Posted Monday, March 23rd, 2009
A Bill of Goods
Annalee walks in her garden. She waters her plants. The roses reach for her. Her love for these roses is as transparent as the evening’s angled sun. A morning glory, all curled into itself, still bends toward her from the trellis in the wind and brushes her arm as she passes.
Annalee walks enchanted, like a princess of old.
She feels the mellow sunlight on her skin, that lovely sheath of molecules that separates her from the world, but not too much. She, after all, does want to be part of this radiant world.
Annalee raises both arms into the air. She doesn’t care if neighbors see or do not see. She is excited. She is alive.
She returns to the house. Her mother has fallen asleep in her wheelchair in front of the TV and with a romance novel in her lap. Her chest moves evenly, expelling the slightest rattle of breath.
Annalee gently tucks the soft baby blue blanket around her mother’s narrow shoulders and touches her mother’s cheek with the back of her fingers.
Annalee swipes a touch of color on her lips. The stone Buddha behind her is smiling his carved secrets of serenity. Sometimes she reads Buddhist prayers. Sometimes she even sits still as though in formal mediation. But she wouldn’t call herself a Buddhist. She tucks her hair behind one of her ears with a small rhinestone pin and rinses her teacup before going out.
She walks over to the neighbor’s house. The widow’s sons are there, and one of their wives, and the divorced one’s three children. Soon they engage her in intelligent conversation. Eventually the subject meanders to war.
“Conflict is necessary,” she adds with insightful docility to the lively conversation, for this is the bill of goods she has been sold so that now she owns it and is responsible for it, for since she has been taught it, then clearly it has to be true. “If we always lived in peace and abundance, we would soon be bored.”
The men’s heads nod approvingly. Yes. Without conflict we would have no motivation. “Except possibly to have sex,” one of them quips.
The dinner ends. She walks home, declining an escort for the few steps she has to go.
The next day, a Sunday, Annalee luxuriates by sleeping in a little, but not too long. When she steps out into her garden, the air is still crisp with morning. Jewels of dew adorn the grass, and the awakening cedar chip scent responds to the sun.
A new white Peace Rose has opened this morning, and two buds of Sweet Surrender are about to burst into pink splendor.

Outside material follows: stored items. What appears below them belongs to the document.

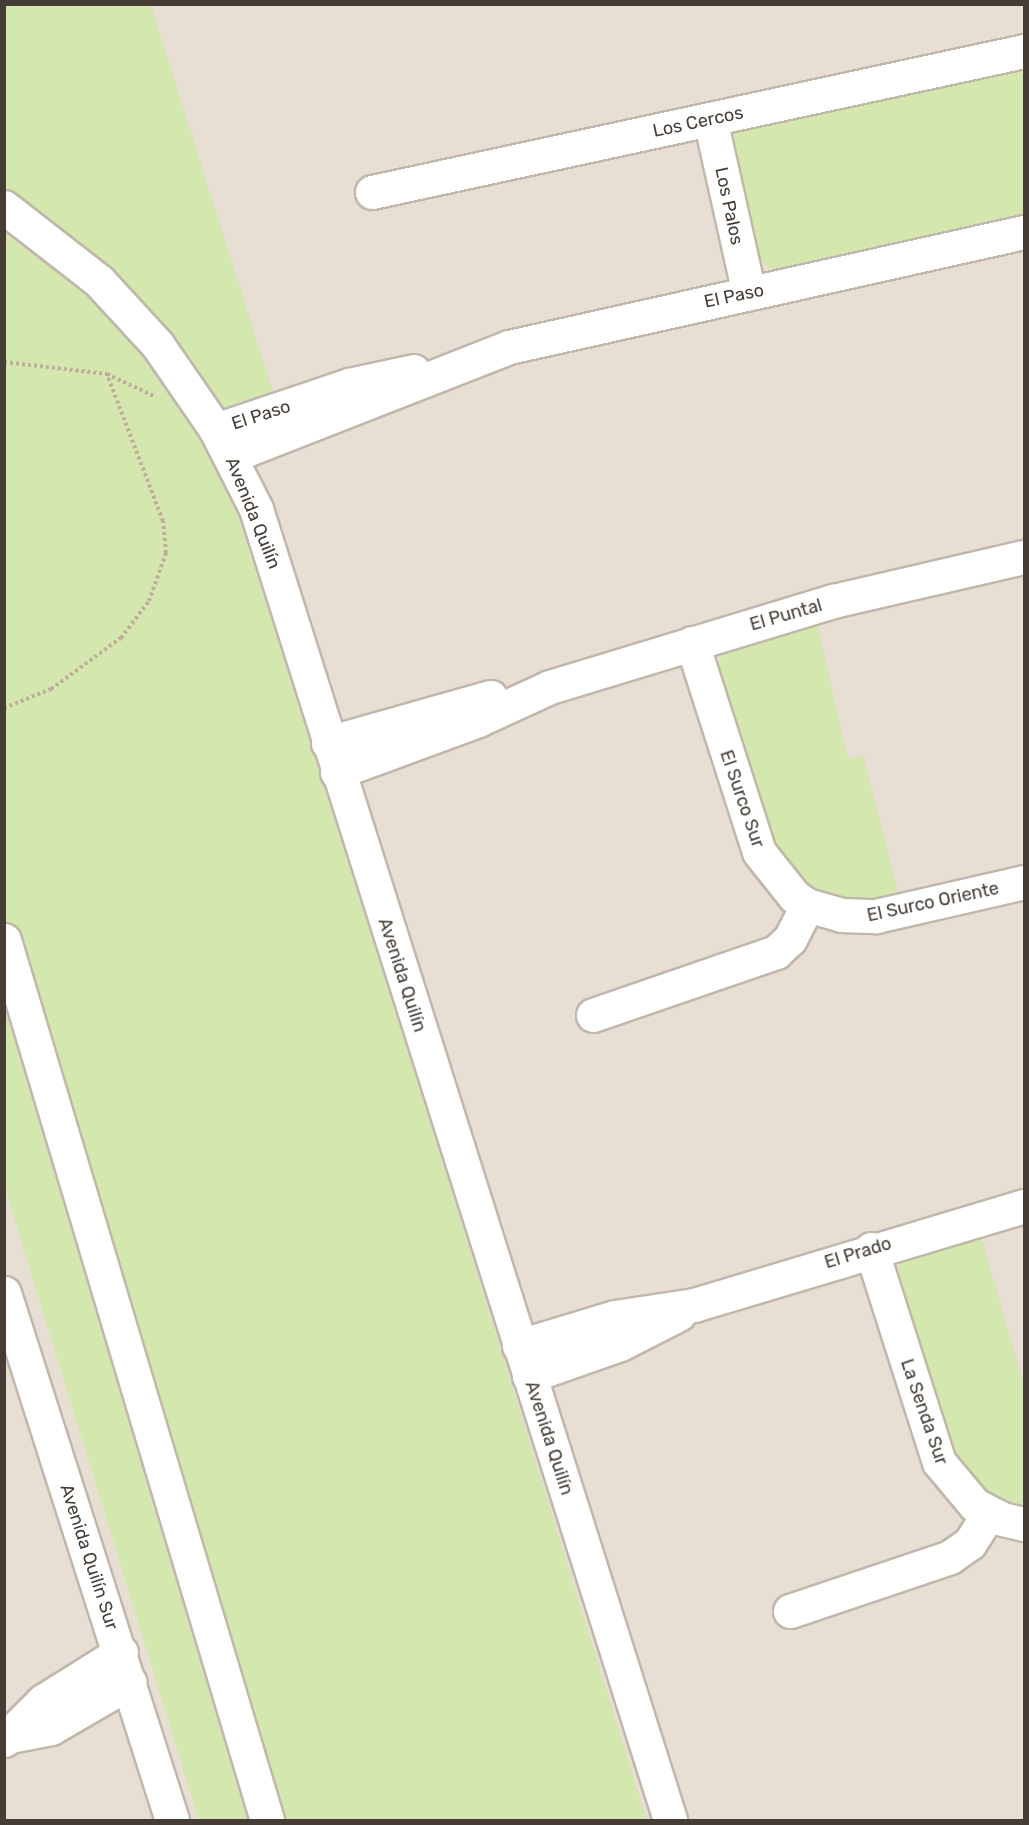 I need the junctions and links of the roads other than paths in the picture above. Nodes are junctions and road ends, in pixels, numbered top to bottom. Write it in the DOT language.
graph roads {
  1 [pos="1024,51"];
  2 [pos="710,119"];
  3 [pos="372,192"];
  4 [pos="4,207"];
  5 [pos="1024,232"];
  6 [pos="749,293"];
  7 [pos="215,429"];
  8 [pos="1024,556"];
  9 [pos="692,643"];
  10 [pos="333,757"];
  11 [pos="1024,882"];
  12 [pos="807,905"];
  13 [pos="4,940"];
  14 [pos="593,1015"];
  15 [pos="1024,1206"];
  16 [pos="871,1249"];
  17 [pos="4,1293"];
  18 [pos="694,1305"];
  19 [pos="519,1346"];
  20 [pos="529,1376"];
  21 [pos="988,1514"];
  22 [pos="1024,1524"];
  23 [pos="790,1611"];
  24 [pos="126,1667"];
  25 [pos="7,1738"];
  26 [pos="172,1821"];
  27 [pos="267,1821"];
  28 [pos="670,1821"];
  1 -- 2 [label="street, Los Cercos"];
  2 -- 3 [label="street, Los Cercos"];
  2 -- 6 [label="street, Los Palos"];
  4 -- 7 [label="street, Avenida Quilín"];
  5 -- 6 [label="street, El Paso"];
  6 -- 7 [label="street, El Paso"];
  7 -- 10 [label="street, Avenida Quilín"];
  8 -- 9 [label="street, El Puntal"];
  9 -- 10 [label="street, El Puntal"];
  9 -- 12 [label="street, El Surco Sur"];
  10 -- 19 [label="street, Avenida Quilín"];
  11 -- 12 [label="street, El Surco Oriente"];
  12 -- 14 [label="street"];
  13 -- 27 [label="street"];
  15 -- 16 [label="street, El Prado"];
  16 -- 18 [label="street, El Prado"];
  16 -- 21 [label="street, La Senda Sur"];
  17 -- 24 [label="street, Avenida Quilín Sur"];
  18 -- 19 [label="street, El Prado"];
  18 -- 20 [label="street, El Prado"];
  19 -- 20 [label="street, Avenida Quilín"];
  20 -- 28 [label="street, Avenida Quilín"];
  21 -- 22 [label="street"];
  21 -- 23 [label="street"];
  24 -- 25 [label="street"];
  24 -- 26 [label="street, Avenida Quilín Sur"];
}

Annalee decides to wheel her mother out into the garden to serve her breakfast there, chocolate croissants and steaming decaf.
“Of course you can bring your book outside,” she reassures her mother who fears that bird song alone will not be satisfying.
Yes, birds are singing. Annalee even hears the voice of a blackbird form the pond in the distance.
Annalee feels pleasure, excitement, life. She has quite forgotten that all this is allegedly not enough.
Comments [post a comment]
Posted by Donna Levy [ email@example.com
] on Tuesday, March 24th, 2009 at 7:08 AM
Some writers would have to create a book to express what you have done in a single precious page. Extremely well done. To life! Love, Donna
Posted by david coyote [ firstname.lastname@example.org
] on Tuesday, March 24th, 2009 at 9:35 AM
You enchanted me with the first few lines! 571 words - perfect flash - so pleasing that I read it three times. Four paws up.